Despite his professional training, Allem remained true to a free, cubist, and surrealist way of working. Although he developed ambitious creations for animated film productions and even music videos like the one for Snoop Dogg feat Blakkamoore, he kept his passion for murals.
In addition to his participation in various artistic projects, he continues his career as an illustrator and director for artists, media, companies, and organizations. Allem works either as a solo artist or together with the crew Les Enfants Sauvages, which he founded.
Allem keeps his art hybrid by putting analog pictures into digital contexts. The artist combines graffiti in public spaces with animation and uses so-called augmented reality to create the illusion of graffiti in motion.
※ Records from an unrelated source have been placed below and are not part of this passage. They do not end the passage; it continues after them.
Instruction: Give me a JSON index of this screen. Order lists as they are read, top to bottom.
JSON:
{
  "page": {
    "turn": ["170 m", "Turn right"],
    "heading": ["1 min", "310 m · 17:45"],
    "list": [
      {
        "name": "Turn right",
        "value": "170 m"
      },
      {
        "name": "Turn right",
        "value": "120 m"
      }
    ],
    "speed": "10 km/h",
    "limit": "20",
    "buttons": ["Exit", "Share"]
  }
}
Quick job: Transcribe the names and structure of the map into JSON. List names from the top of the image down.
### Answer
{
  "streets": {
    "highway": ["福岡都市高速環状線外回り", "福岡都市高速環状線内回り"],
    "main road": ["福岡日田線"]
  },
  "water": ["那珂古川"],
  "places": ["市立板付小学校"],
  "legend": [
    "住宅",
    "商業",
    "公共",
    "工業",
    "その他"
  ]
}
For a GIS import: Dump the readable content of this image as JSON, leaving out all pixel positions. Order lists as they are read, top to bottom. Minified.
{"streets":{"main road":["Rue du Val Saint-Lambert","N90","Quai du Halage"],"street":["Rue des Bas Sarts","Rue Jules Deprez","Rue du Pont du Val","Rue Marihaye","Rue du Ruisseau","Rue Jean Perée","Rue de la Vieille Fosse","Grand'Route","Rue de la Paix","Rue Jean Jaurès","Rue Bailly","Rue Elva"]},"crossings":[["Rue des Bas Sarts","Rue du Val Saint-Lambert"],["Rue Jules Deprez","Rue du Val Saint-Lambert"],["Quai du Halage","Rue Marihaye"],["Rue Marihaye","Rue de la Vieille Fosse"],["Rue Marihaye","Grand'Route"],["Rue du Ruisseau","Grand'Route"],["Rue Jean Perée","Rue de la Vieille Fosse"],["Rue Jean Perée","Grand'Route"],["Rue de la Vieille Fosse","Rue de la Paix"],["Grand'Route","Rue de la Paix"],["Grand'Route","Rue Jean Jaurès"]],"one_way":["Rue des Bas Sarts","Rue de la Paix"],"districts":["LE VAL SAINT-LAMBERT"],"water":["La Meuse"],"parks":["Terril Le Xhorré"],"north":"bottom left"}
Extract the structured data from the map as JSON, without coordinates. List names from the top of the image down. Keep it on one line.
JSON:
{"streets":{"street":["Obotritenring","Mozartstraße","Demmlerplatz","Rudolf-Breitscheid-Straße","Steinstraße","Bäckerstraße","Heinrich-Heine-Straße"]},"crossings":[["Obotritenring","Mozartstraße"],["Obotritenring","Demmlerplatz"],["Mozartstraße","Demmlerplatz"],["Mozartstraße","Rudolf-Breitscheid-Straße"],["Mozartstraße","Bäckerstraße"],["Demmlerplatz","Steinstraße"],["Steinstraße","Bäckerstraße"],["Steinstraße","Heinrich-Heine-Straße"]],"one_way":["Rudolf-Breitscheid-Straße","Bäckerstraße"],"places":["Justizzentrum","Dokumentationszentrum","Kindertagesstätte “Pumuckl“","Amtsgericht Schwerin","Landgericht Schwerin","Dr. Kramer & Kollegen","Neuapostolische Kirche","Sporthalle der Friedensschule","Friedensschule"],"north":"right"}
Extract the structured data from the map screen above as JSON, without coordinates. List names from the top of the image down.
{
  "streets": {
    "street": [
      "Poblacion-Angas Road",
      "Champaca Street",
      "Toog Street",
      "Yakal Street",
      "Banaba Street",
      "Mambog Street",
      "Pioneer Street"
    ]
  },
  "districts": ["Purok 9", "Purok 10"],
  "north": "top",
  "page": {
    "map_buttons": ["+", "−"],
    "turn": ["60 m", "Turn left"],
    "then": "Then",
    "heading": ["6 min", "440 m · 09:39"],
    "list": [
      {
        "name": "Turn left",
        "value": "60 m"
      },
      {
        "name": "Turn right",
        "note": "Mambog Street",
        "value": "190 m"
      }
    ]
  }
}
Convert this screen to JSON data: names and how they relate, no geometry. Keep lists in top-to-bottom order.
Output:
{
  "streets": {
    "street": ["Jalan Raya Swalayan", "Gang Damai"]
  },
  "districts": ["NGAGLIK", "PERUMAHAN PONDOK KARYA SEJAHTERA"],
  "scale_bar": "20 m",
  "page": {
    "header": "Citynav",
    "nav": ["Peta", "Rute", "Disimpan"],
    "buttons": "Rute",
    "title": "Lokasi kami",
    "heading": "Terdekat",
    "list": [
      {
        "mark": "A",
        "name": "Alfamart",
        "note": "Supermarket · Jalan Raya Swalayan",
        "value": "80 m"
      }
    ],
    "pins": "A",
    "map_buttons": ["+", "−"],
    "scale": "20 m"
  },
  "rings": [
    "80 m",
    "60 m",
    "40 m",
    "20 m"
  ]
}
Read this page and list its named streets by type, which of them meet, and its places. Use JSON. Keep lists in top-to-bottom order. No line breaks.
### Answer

Ana María Ortiz aka Ana Marietta
Ana Marietta was born in Puerto Rico. There she graduated from the University of Puerto Rico in 2005. Eventually, she moved to Houston where she found herself in a totally new and at times intimidating surrounding full of opportunities and challenges. However, she is grateful for the chance that her artistic activity has taken her to places she never dreamed of visiting.
The artist believes that everyone should have access to art. Therefore, presenting her art in public spaces gives her great satisfaction.
Because of her scientific background, she often places imaginary animals and humanoid creatures at the center of her work. She creates imaginary animals that can fly underwater or swim through the air.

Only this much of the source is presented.